[Saved entries]

^^^^

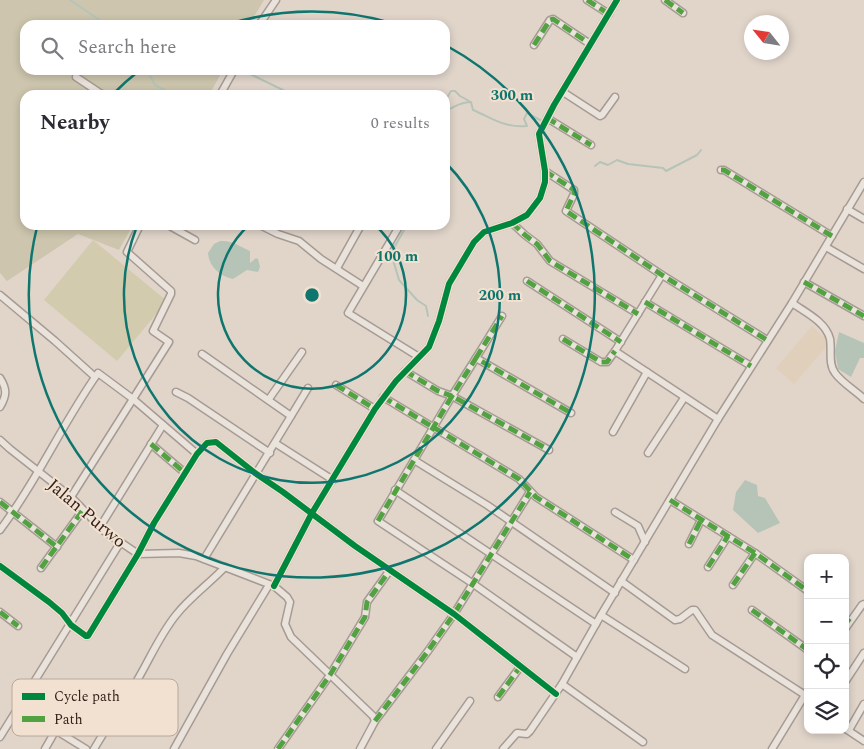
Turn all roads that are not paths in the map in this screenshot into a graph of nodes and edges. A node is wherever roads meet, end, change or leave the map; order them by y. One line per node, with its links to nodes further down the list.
1 (276, 0): 7 (street)
2 (587, 0): 6 (street)
3 (617, 0): 6 (street)
4 (665, 0): 5 (street)
5 (683, 13)
6 (609, 14): 8 (street)
7 (262, 20)
8 (590, 44): 9 (street); 14 (street)
9 (534, 45)
10 (231, 75): 13 (street)
11 (76, 77): 12 (street)
12 (96, 90)
13 (223, 90)
14 (563, 92): 15 (street); 16 (street)
15 (614, 97)
16 (546, 118): 17 (street); 19 (street)
17 (591, 145)
18 (720, 170): 29 (street)
19 (545, 171): 23 (street); 34 (street)
20 (864, 182): 21 (street)
21 (847, 210): 22 (street); 29 (street)
22 (864, 219)
23 (512, 223): 41 (street); 50 (street)
24 (137, 230): 63 (street)
25 (177, 230): 30 (street)
26 (270, 230): 32 (street)
27 (358, 230): 32 (street)
28 (397, 230): 37 (street)
29 (832, 236): 31 (street)
30 (195, 240)
31 (826, 247): 33 (street); 36 (street)
32 (337, 268): 37 (street)
33 (864, 269)
34 (662, 275): 39 (street); 45 (street)
35 (527, 281): 46 (street)
36 (804, 282): 40 (street); 43 (street)
37 (363, 286): 50 (street)
38 (0, 296): 55 (street)
39 (645, 302): 41 (street); 52 (street)
40 (792, 303): 45 (street); 65 (street)
41 (638, 314): 46 (street)
42 (502, 316): 51 (street)
43 (864, 316)
44 (563, 339): 48 (street)
45 (767, 340): 52 (street)
46 (621, 342): 48 (street)
47 (302, 352): 64 (street)
48 (615, 352): 54 (street)
49 (202, 354): 64 (street)
50 (418, 357): 53 (street)
51 (476, 358): 60 (street); 68 (street)
52 (750, 366): 70 (street)
53 (405, 371): 60 (street); 61 (street)
54 (647, 372): 62 (street); 73 (street)
55 (96, 375): 63 (street); 82 (street)
56 (0, 378): 66 (street)
57 (336, 385): 67 (street)
58 (308, 388): 69 (street)
59 (176, 392): 78 (street)
60 (452, 396): 72 (street); 77 (street)
61 (383, 397): 67 (street); 72 (street)
62 (684, 398): 70 (street); 79 (street)
63 (133, 399): 71 (street); 88 (street)
64 (269, 399): 69 (street)
65 (864, 399)
66 (0, 406)
67 (375, 409): 85 (street)
68 (571, 412)
69 (291, 416): 76 (street)
70 (718, 419): 89 (street)
71 (163, 425): 75 (street); 80 (street)
72 (433, 428): 81 (street); 87 (street)
73 (614, 432)
74 (0, 440): 82 (street, Jalan Purwo)
75 (151, 444): 83 (street); 97 (street)
76 (275, 444): 78 (street); 85 (street)
77 (549, 450)
78 (270, 453): 84 (street)
79 (648, 453)
80 (197, 454): 83 (street); 84 (street)
81 (414, 460): 86 (street); 96 (street)
82 (38, 472): 88 (street, Jalan Purwo); 92 (street)
83 (185, 473): 105 (street)
84 (256, 473): 94 (street); 107 (street)
85 (333, 480): 94 (street)
86 (395, 490): 106 (street); 115 (street)
87 (530, 492): 96 (street); 108 (street)
88 (71, 497): 91 (street, Jalan Purwo)
89 (670, 500): 95 (street); 100 (street)
90 (0, 502): 92 (street)
91 (83, 510): 97 (street, Jalan Purwo); 103 (street)
92 (13, 512): 98 (street); 103 (street)
93 (615, 512): 100 (street)
94 (312, 513): 113 (street); 116 (street)
95 (702, 520): 99 (street); 102 (street)
96 (512, 522): 106 (street); 119 (street)
97 (100, 527): 101 (street, Jalan Purwo)
98 (0, 530)
99 (728, 536): 104 (street); 110 (street)
100 (645, 542): 108 (street)
101 (120, 543): 105 (street, Jalan Purwo); 127 (street)
102 (689, 544)
103 (57, 547): 112 (street)
104 (755, 553): 117 (street); 118 (street)
105 (138, 554): 107 (street, Jalan Purwo); 127 (street)
106 (491, 554): 115 (street); 126 (street)
107 (204, 559): 109 (street, Jalan Purwo)
108 (634, 560): 114 (street)
109 (225, 567): 116 (street, Jalan Purwo); 137 (street)
110 (708, 567)
111 (1, 568): 127 (street)
112 (41, 568)
113 (390, 570): 123 (street); 134 (street)
114 (622, 581): 119 (street); 140 (street)
115 (472, 583): 123 (street); 131 (street)
116 (272, 585): 134 (street, Jalan Purwo); 158 (street)
117 (733, 585)
118 (804, 588)
119 (615, 593): 124 (street)
120 (864, 604): 125 (street)
121 (752, 610): 129 (street)
122 (0, 612): 128 (street)
123 (454, 614): 132 (street); 146 (street)
124 (601, 615): 126 (street); 133 (street)
125 (849, 619)
126 (596, 624): 131 (street)
127 (71, 625): 136 (street)
128 (18, 626)
129 (804, 647)
130 (864, 653): 135 (street)
131 (577, 657): 138 (street)
132 (520, 667): 139 (street); 141 (street)
133 (686, 669)
134 (330, 675): 146 (street); 159 (street)
135 (849, 676)
136 (37, 679)
137 (138, 679)
138 (562, 684): 139 (street); 154 (street)
139 (556, 694): 162 (street)
140 (804, 696)
141 (498, 697)
142 (804, 700): 163 (street)
143 (470, 701): 161 (street)
144 (864, 704): 147 (street)
145 (12, 718): 152 (street)
146 (374, 721): 160 (street)
147 (849, 726)
148 (849, 730): 153 (street)
149 (52, 736): 155 (street)
150 (63, 736): 156 (street)
151 (102, 736): 157 (street)
152 (0, 737)
153 (864, 741)
154 (643, 742)
155 (44, 749)
156 (86, 749)
157 (94, 749)
158 (174, 749)
159 (278, 749)
160 (360, 749)
161 (436, 749)
162 (503, 749)
163 (772, 749)

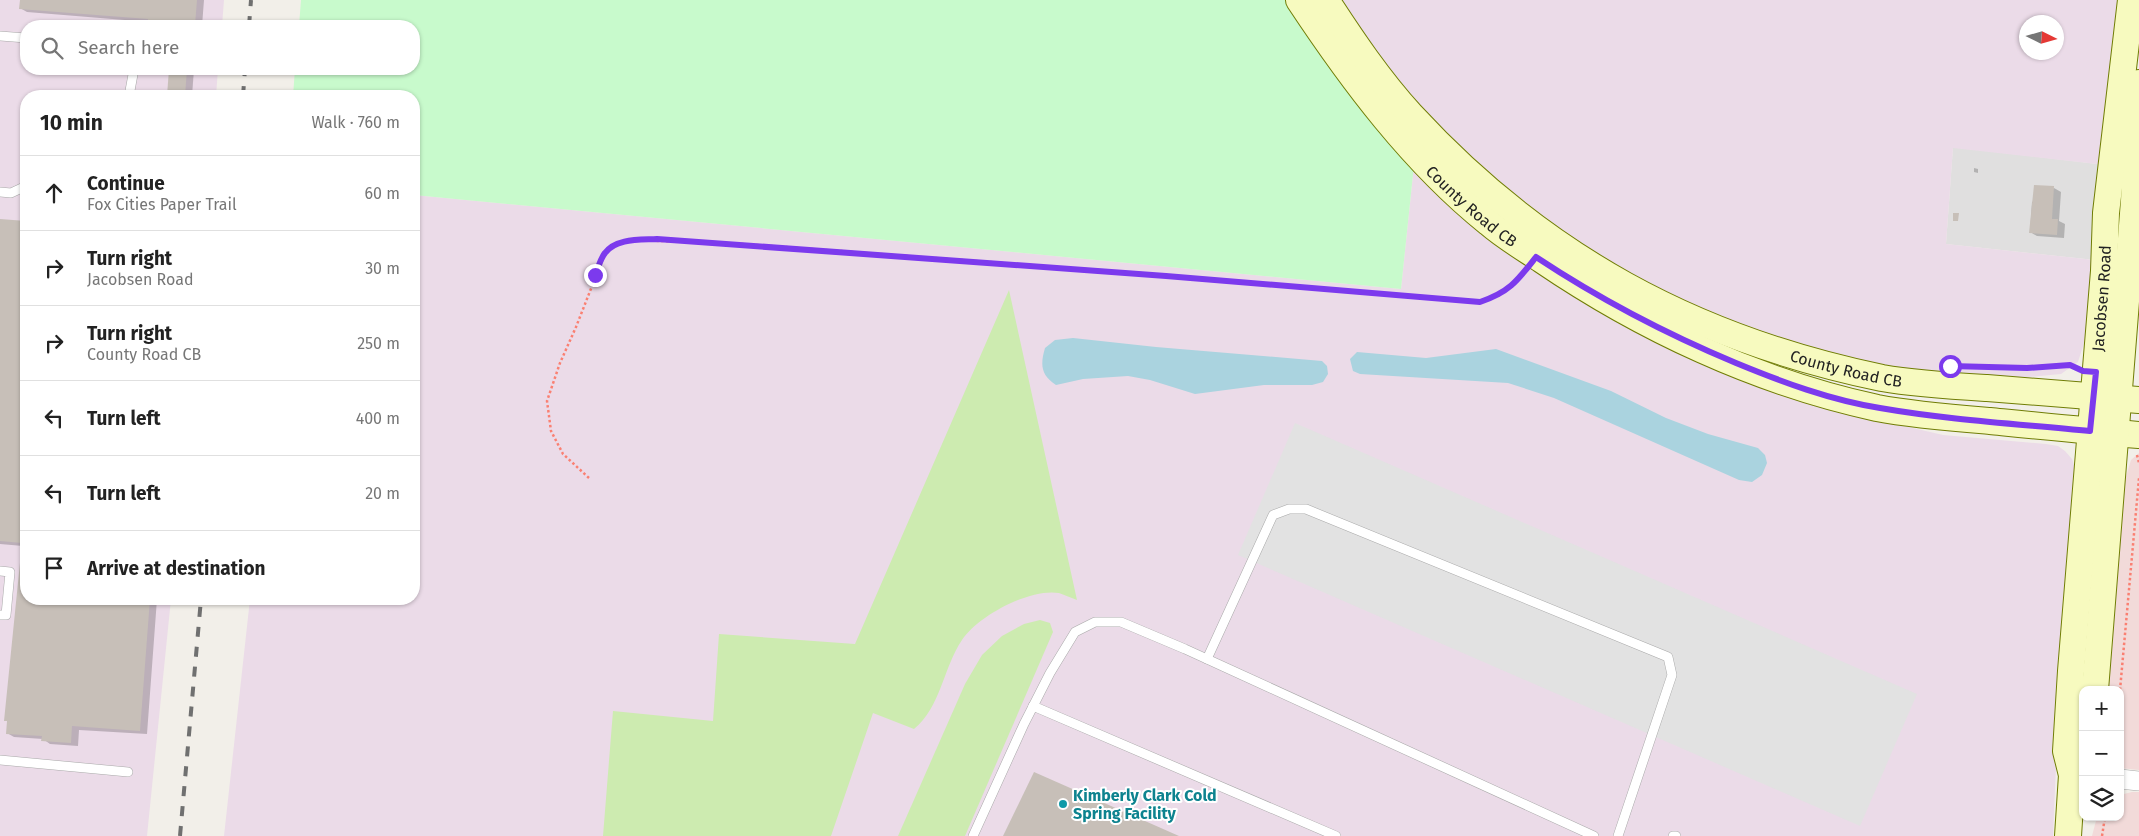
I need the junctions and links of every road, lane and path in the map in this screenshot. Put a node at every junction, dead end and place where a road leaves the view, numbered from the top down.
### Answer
1 (1299, 0) edge
2 (1326, 0) edge
3 (2131, 0) edge
4 (0, 36) edge
5 (20, 38) edge
6 (133, 75) edge
7 (2139, 83) edge
8 (130, 90) edge
9 (20, 189) edge
10 (0, 192) edge
11 (1536, 257) junction
12 (2019, 368) dead end
13 (2111, 392) edge
14 (2114, 433) edge
15 (589, 478) dead end
16 (2139, 478) edge
17 (0, 571) edge
18 (0, 615) edge
19 (1207, 659) junction
20 (2096, 686) edge
21 (2120, 686) edge
22 (1034, 706) junction
23 (0, 760) edge
24 (2079, 771) edge
25 (128, 772) dead end
26 (2124, 779) edge
27 (2139, 781) edge
28 (2104, 821) edge
29 (973, 836) edge
30 (1336, 836) edge
31 (1594, 836) edge
32 (1618, 836) edge
33 (2068, 836) edge
34 (2102, 836) edge

1 - 11 main road, County Road CB
2 - 13 main road, County Road CB
3 - 13 main road, Jacobsen Road
4 - 5 lane
6 - 8 lane
7 - 13 main road, Jacobsen Road
9 - 10 lane
11 - 14 main road, County Road CB
11 - 15 path
12 - 13 path
13 - 14 main road, Jacobsen Road
14 - 20 main road, Jacobsen Road
14 - 24 main road, Jacobsen Road
16 - 21 path
17 - 18 lane
19 - 22 lane
19 - 31 lane
19 - 32 lane
22 - 29 lane
22 - 30 lane
23 - 25 lane
24 - 33 main road, Jacobsen Road
26 - 27 street
28 - 34 path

^^^^

All records are to be reproduced exactly; the pictures are to be omitted.

■ **Answer space**:
Turn all roads that are not paths in the map in this screenshot into a graph of nodes and edges. A node is wherever roads meet, end, change or leave the map; order them by y. One line per node, with its links to nodes further down the list.
1 (276, 0): 7 (street)
2 (587, 0): 6 (street)
3 (617, 0): 6 (street)
4 (665, 0): 5 (street)
5 (683, 13)
6 (609, 14): 8 (street)
7 (262, 20)
8 (590, 44): 9 (street); 14 (street)
9 (534, 45)
10 (231, 75): 13 (street)
11 (76, 77): 12 (street)
12 (96, 90)
13 (223, 90)
14 (563, 92): 15 (street); 16 (street)
15 (614, 97)
16 (546, 118): 17 (street); 19 (street)
17 (591, 145)
18 (720, 170): 29 (street)
19 (545, 171): 23 (street); 34 (street)
20 (864, 182): 21 (street)
21 (847, 210): 22 (street); 29 (street)
22 (864, 219)
23 (512, 223): 41 (street); 50 (street)
24 (137, 230): 63 (street)
25 (177, 230): 30 (street)
26 (270, 230): 32 (street)
27 (358, 230): 32 (street)
28 (397, 230): 37 (street)
29 (832, 236): 31 (street)
30 (195, 240)
31 (826, 247): 33 (street); 36 (street)
32 (337, 268): 37 (street)
33 (864, 269)
34 (662, 275): 39 (street); 45 (street)
35 (527, 281): 46 (street)
36 (804, 282): 40 (street); 43 (street)
37 (363, 286): 50 (street)
38 (0, 296): 55 (street)
39 (645, 302): 41 (street); 52 (street)
40 (792, 303): 45 (street); 65 (street)
41 (638, 314): 46 (street)
42 (502, 316): 51 (street)
43 (864, 316)
44 (563, 339): 48 (street)
45 (767, 340): 52 (street)
46 (621, 342): 48 (street)
47 (302, 352): 64 (street)
48 (615, 352): 54 (street)
49 (202, 354): 64 (street)
50 (418, 357): 53 (street)
51 (476, 358): 60 (street); 68 (street)
52 (750, 366): 70 (street)
53 (405, 371): 60 (street); 61 (street)
54 (647, 372): 62 (street); 73 (street)
55 (96, 375): 63 (street); 82 (street)
56 (0, 378): 66 (street)
57 (336, 385): 67 (street)
58 (308, 388): 69 (street)
59 (176, 392): 78 (street)
60 (452, 396): 72 (street); 77 (street)
61 (383, 397): 67 (street); 72 (street)
62 (684, 398): 70 (street); 79 (street)
63 (133, 399): 71 (street); 88 (street)
64 (269, 399): 69 (street)
65 (864, 399)
66 (0, 406)
67 (375, 409): 85 (street)
68 (571, 412)
69 (291, 416): 76 (street)
70 (718, 419): 89 (street)
71 (163, 425): 75 (street); 80 (street)
72 (433, 428): 81 (street); 87 (street)
73 (614, 432)
74 (0, 440): 82 (street, Jalan Purwo)
75 (151, 444): 83 (street); 97 (street)
76 (275, 444): 78 (street); 85 (street)
77 (549, 450)
78 (270, 453): 84 (street)
79 (648, 453)
80 (197, 454): 83 (street); 84 (street)
81 (414, 460): 86 (street); 96 (street)
82 (38, 472): 88 (street, Jalan Purwo); 92 (street)
83 (185, 473): 105 (street)
84 (256, 473): 94 (street); 107 (street)
85 (333, 480): 94 (street)
86 (395, 490): 106 (street); 115 (street)
87 (530, 492): 96 (street); 108 (street)
88 (71, 497): 91 (street, Jalan Purwo)
89 (670, 500): 95 (street); 100 (street)
90 (0, 502): 92 (street)
91 (83, 510): 97 (street, Jalan Purwo); 103 (street)
92 (13, 512): 98 (street); 103 (street)
93 (615, 512): 100 (street)
94 (312, 513): 113 (street); 116 (street)
95 (702, 520): 99 (street); 102 (street)
96 (512, 522): 106 (street); 119 (street)
97 (100, 527): 101 (street, Jalan Purwo)
98 (0, 530)
99 (728, 536): 104 (street); 110 (street)
100 (645, 542): 108 (street)
101 (120, 543): 105 (street, Jalan Purwo); 127 (street)
102 (689, 544)
103 (57, 547): 112 (street)
104 (755, 553): 117 (street); 118 (street)
105 (138, 554): 107 (street, Jalan Purwo); 127 (street)
106 (491, 554): 115 (street); 126 (street)
107 (204, 559): 109 (street, Jalan Purwo)
108 (634, 560): 114 (street)
109 (225, 567): 116 (street, Jalan Purwo); 137 (street)
110 (708, 567)
111 (1, 568): 127 (street)
112 (41, 568)
113 (390, 570): 123 (street); 134 (street)
114 (622, 581): 119 (street); 140 (street)
115 (472, 583): 123 (street); 131 (street)
116 (272, 585): 134 (street, Jalan Purwo); 158 (street)
117 (733, 585)
118 (804, 588)
119 (615, 593): 124 (street)
120 (864, 604): 125 (street)
121 (752, 610): 129 (street)
122 (0, 612): 128 (street)
123 (454, 614): 132 (street); 146 (street)
124 (601, 615): 126 (street); 133 (street)
125 (849, 619)
126 (596, 624): 131 (street)
127 (71, 625): 136 (street)
128 (18, 626)
129 (804, 647)
130 (864, 653): 135 (street)
131 (577, 657): 138 (street)
132 (520, 667): 139 (street); 141 (street)
133 (686, 669)
134 (330, 675): 146 (street); 159 (street)
135 (849, 676)
136 (37, 679)
137 (138, 679)
138 (562, 684): 139 (street); 154 (street)
139 (556, 694): 162 (street)
140 (804, 696)
141 (498, 697)
142 (804, 700): 163 (street)
143 (470, 701): 161 (street)
144 (864, 704): 147 (street)
145 (12, 718): 152 (street)
146 (374, 721): 160 (street)
147 (849, 726)
148 (849, 730): 153 (street)
149 (52, 736): 155 (street)
150 (63, 736): 156 (street)
151 (102, 736): 157 (street)
152 (0, 737)
153 (864, 741)
154 (643, 742)
155 (44, 749)
156 (86, 749)
157 (94, 749)
158 (174, 749)
159 (278, 749)
160 (360, 749)
161 (436, 749)
162 (503, 749)
163 (772, 749)

I need the junctions and links of every road, lane and path in the map in this screenshot. Put a node at every junction, dead end and place where a road leaves the view, numbered from the top down.
### Answer
1 (1299, 0) edge
2 (1326, 0) edge
3 (2131, 0) edge
4 (0, 36) edge
5 (20, 38) edge
6 (133, 75) edge
7 (2139, 83) edge
8 (130, 90) edge
9 (20, 189) edge
10 (0, 192) edge
11 (1536, 257) junction
12 (2019, 368) dead end
13 (2111, 392) edge
14 (2114, 433) edge
15 (589, 478) dead end
16 (2139, 478) edge
17 (0, 571) edge
18 (0, 615) edge
19 (1207, 659) junction
20 (2096, 686) edge
21 (2120, 686) edge
22 (1034, 706) junction
23 (0, 760) edge
24 (2079, 771) edge
25 (128, 772) dead end
26 (2124, 779) edge
27 (2139, 781) edge
28 (2104, 821) edge
29 (973, 836) edge
30 (1336, 836) edge
31 (1594, 836) edge
32 (1618, 836) edge
33 (2068, 836) edge
34 (2102, 836) edge

1 - 11 main road, County Road CB
2 - 13 main road, County Road CB
3 - 13 main road, Jacobsen Road
4 - 5 lane
6 - 8 lane
7 - 13 main road, Jacobsen Road
9 - 10 lane
11 - 14 main road, County Road CB
11 - 15 path
12 - 13 path
13 - 14 main road, Jacobsen Road
14 - 20 main road, Jacobsen Road
14 - 24 main road, Jacobsen Road
16 - 21 path
17 - 18 lane
19 - 22 lane
19 - 31 lane
19 - 32 lane
22 - 29 lane
22 - 30 lane
23 - 25 lane
24 - 33 main road, Jacobsen Road
26 - 27 street
28 - 34 path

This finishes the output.